支援事業を活用し、技術開発の可能性を広げる
株式会社中野科学(NICOクラブ会員)
代表取締役 中野 信男氏
専務取締役 中野 俊介氏
NICOへの相談で課題解決の糸口が見える
金属の電解研磨、酸洗い、酸化発色や染色といった金属表面処理を専門としている株式会社中野科学。なかでも、ステンレスの酸化発色の色出しや、超鏡面処理を行うチタンの電解複合研磨は、世界レベルで突出した技術を持つ会社だ。
同社ではNICOの設立当初から、さまざまな支援策やセミナーを積極的に活用し、新しい技術の開発や、工場の大規模な設備投資などを実現。また多くの研究者と出会う機会を得ることができたという。
例えば、同社では平成26年度経営革新計画の承認を受け、「アルミニウムの電解研磨の実用化に向けた加工施設の拡張」に取り組んでいるが、この技術について共同研究を行ってきた新潟大学の教授は、平成20年に同社が取り組んだ「わざづくり支援事業」が縁で、今回のプロジェクトにつながったということだ。
中野社長は、「NICOは困ったことがあるときの相談先。親身になって話を聞いてもらえ、解決の糸口を教えてもらえる可能性が高いと感じています。技術開発の流れというものを教わったのも、以前、NICOの支援事業で経験したマグネシウムの研究の際でした」と語る。
ネプコンへの連続参加で全国的な認知度を高める
アジア最大級のエレクトロニクス関連展示会「ネプコンジャパン」には、NICOを通して毎年参加。

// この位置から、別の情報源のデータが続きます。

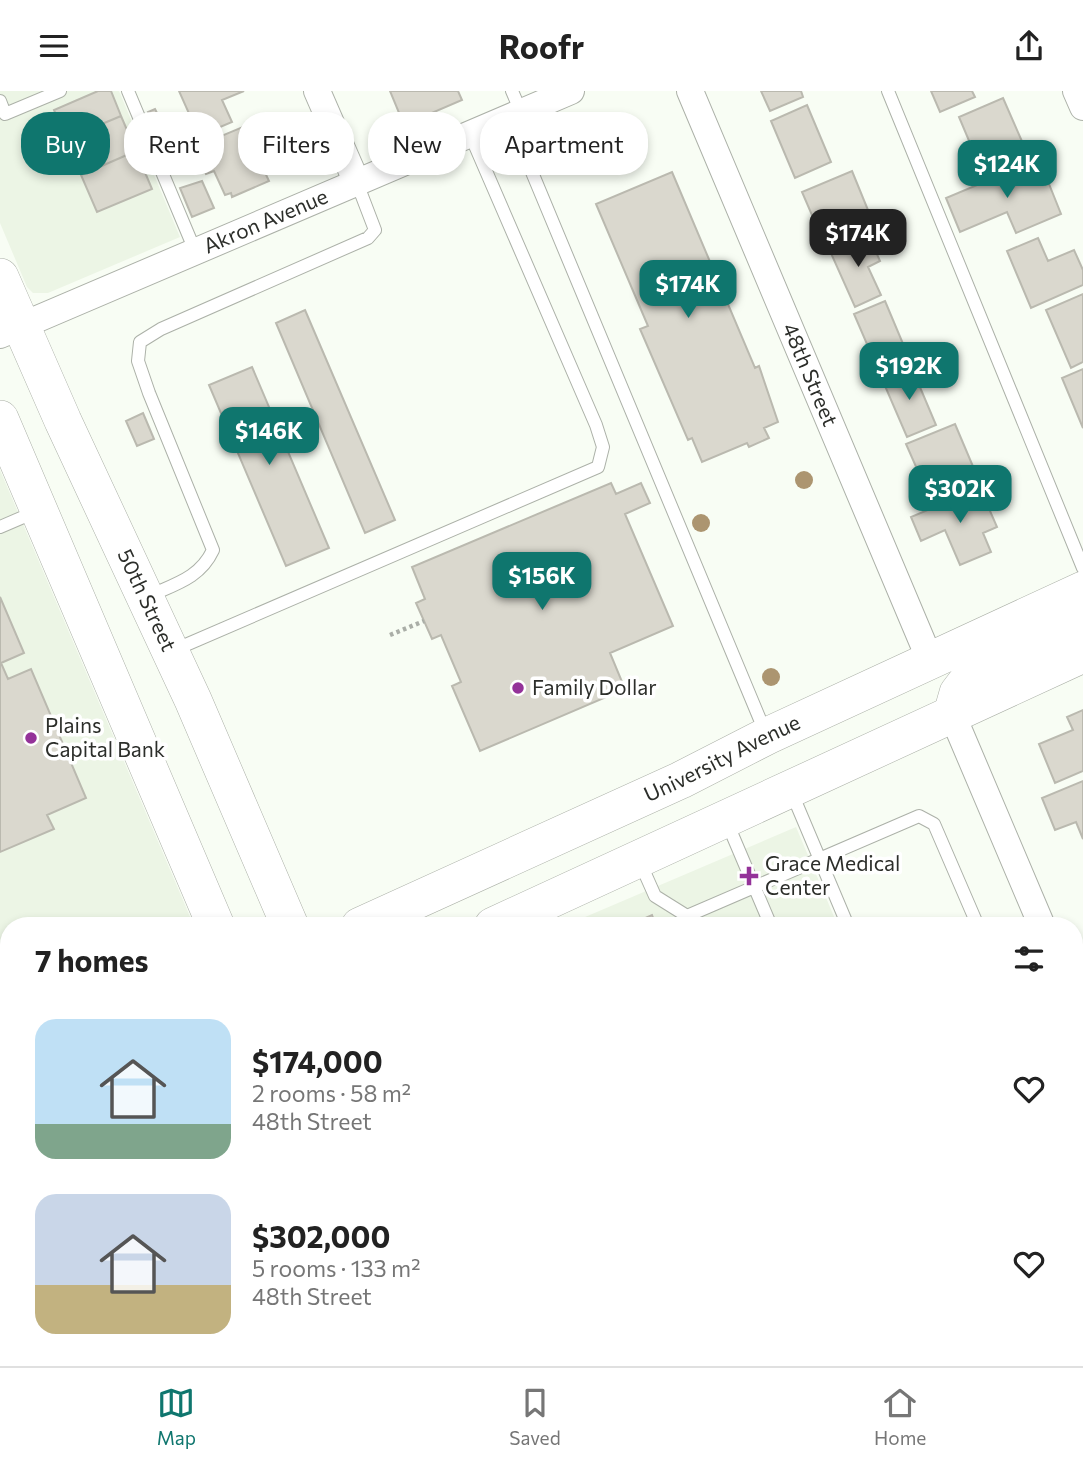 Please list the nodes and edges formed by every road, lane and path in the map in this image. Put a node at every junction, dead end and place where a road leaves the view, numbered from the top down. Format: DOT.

それをきっかけに、顧客の地域や分野が広がっていると中野専務は話す。「展示会では、新しい技術を発表しますが、その場で即、受注につながることはまずありません。しかし、毎年継続して出展することで、『金属表面処理といえば、新潟に中野科学がある』と認知してもらえているようで、実際、1年後に声が掛かるといったケースもあります。また、お客様と話をすると、『それは難しい』 『さすがに無茶だ』と感じるような要望を聞くことが多いのですが、実はそれが次の開発のタネになることもあります。社内では絶対に出てこない発想をもらえるので、貴重な場だと思います」。
支援を得ることによって一歩踏み込んだ挑戦が可能に
常に、新たな技術開発に取り組んでいる同社だが、それはやはり時代に合わせて、会社も変化していかなければ生き残っていけないという思いからだ。また、自らも技術研究者である中野社長は、挑戦したいことが次々と出てきて、時間が足りないくらいだと話す。
「営業がお客様の声を聞いて感じてきたものを、技術力のプラスワンにしていく。それを重ねていくことが会社の強みになります。技術開発には手間とお金が掛かる訳ですが、公的支援を使い、自己負担額が減れば、その分、冒険をしてより高いレベルに挑戦してみようと思える。それが可能性を広げてくれていると思います」。
高みを目指す探究心が、会社を成長させてきた同社。その姿勢で、これからも新たな扉を次々と開いていくに違いない。
活用支援メニュー
- 専門家派遣事業
- ゆめわざもの助成金
- 経営革新計画
- ネプコンジャパン
「開発した技術の特許申請などで、専門家派遣や助成金といった支援策を活用しています」と語る中野社長(左)と中野専務(右)。
陽極酸化処理仕上げによって発色したマグネシウム合金のメガネケース。マグネシウムに関する技術開発をNICOの支援事業で行った。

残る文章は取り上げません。